=== EXERCISE REQUIREMENTS ===
Please write out exactly the lines of the data below from the line holding "index tip: (366, 334)" through the line holding "pinky tip: (391, 407)", and leave out the rest.

Human pose keypoint data
________
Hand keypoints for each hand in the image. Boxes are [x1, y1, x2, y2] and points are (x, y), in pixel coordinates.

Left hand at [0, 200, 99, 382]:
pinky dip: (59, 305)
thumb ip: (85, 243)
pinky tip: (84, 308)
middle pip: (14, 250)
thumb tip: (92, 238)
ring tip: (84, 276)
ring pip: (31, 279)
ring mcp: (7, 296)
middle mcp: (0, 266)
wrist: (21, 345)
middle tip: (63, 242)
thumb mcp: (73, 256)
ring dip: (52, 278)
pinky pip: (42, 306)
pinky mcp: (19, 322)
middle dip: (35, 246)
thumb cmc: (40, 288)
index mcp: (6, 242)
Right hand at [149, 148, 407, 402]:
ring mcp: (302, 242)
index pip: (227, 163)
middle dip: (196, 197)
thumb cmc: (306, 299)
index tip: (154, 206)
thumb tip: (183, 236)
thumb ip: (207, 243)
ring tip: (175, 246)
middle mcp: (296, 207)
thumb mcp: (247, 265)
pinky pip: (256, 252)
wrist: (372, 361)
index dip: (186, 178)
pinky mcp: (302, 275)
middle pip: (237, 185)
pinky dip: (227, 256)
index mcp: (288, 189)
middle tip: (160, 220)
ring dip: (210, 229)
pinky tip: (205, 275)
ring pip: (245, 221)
________
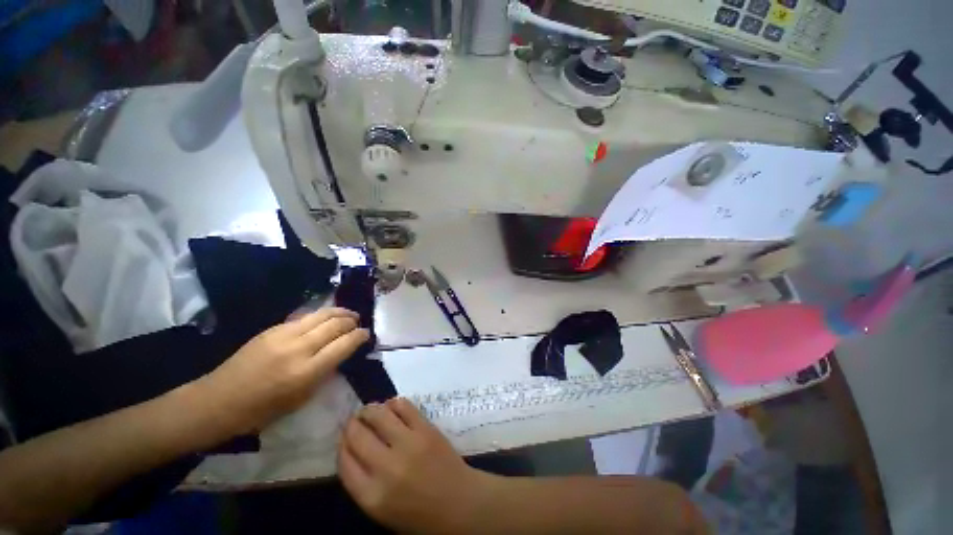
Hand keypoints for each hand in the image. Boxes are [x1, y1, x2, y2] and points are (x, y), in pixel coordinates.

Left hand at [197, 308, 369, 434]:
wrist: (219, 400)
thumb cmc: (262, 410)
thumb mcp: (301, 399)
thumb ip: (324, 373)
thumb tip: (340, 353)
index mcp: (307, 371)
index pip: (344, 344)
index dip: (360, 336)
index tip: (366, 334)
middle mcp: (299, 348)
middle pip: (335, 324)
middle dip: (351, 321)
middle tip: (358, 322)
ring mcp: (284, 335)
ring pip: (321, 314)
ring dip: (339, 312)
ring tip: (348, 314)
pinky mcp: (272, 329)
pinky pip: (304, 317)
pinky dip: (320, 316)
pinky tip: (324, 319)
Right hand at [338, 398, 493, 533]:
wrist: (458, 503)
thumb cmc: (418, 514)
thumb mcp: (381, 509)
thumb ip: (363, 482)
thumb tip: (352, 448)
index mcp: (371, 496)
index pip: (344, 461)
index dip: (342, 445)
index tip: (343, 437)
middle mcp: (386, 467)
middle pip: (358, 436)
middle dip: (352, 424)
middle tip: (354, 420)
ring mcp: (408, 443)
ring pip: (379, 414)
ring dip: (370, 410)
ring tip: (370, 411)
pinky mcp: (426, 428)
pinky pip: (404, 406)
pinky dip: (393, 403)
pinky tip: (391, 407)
________
=== ANSWER TO THIS TASK ===
index tip: (366, 334)
middle mcp: (299, 348)
middle pip: (335, 324)
middle dip: (351, 321)
middle tip: (358, 322)
ring mcp: (284, 335)
ring pip: (321, 314)
ring dip: (339, 312)
ring tip: (348, 314)
pinky mcp: (272, 329)
pinky pip: (304, 317)
pinky dip: (320, 316)
pinky tip: (324, 319)
Right hand at [338, 398, 493, 533]:
wrist: (458, 503)
thumb cmc: (418, 514)
thumb mcp: (381, 509)
thumb ip: (363, 482)
thumb tip: (352, 448)
index mcp: (371, 496)
index pip: (344, 461)
index dip: (342, 445)
index tip: (343, 437)
middle mcp: (386, 467)
middle pip: (358, 436)
middle dip: (352, 424)
middle tip: (354, 420)
ring mcp: (408, 443)
ring pip: (379, 414)
ring dip: (370, 410)
ring tip: (370, 411)
pinky mcp: (426, 428)
pinky pip: (404, 406)
pinky dip: (393, 403)
pinky tip: (391, 407)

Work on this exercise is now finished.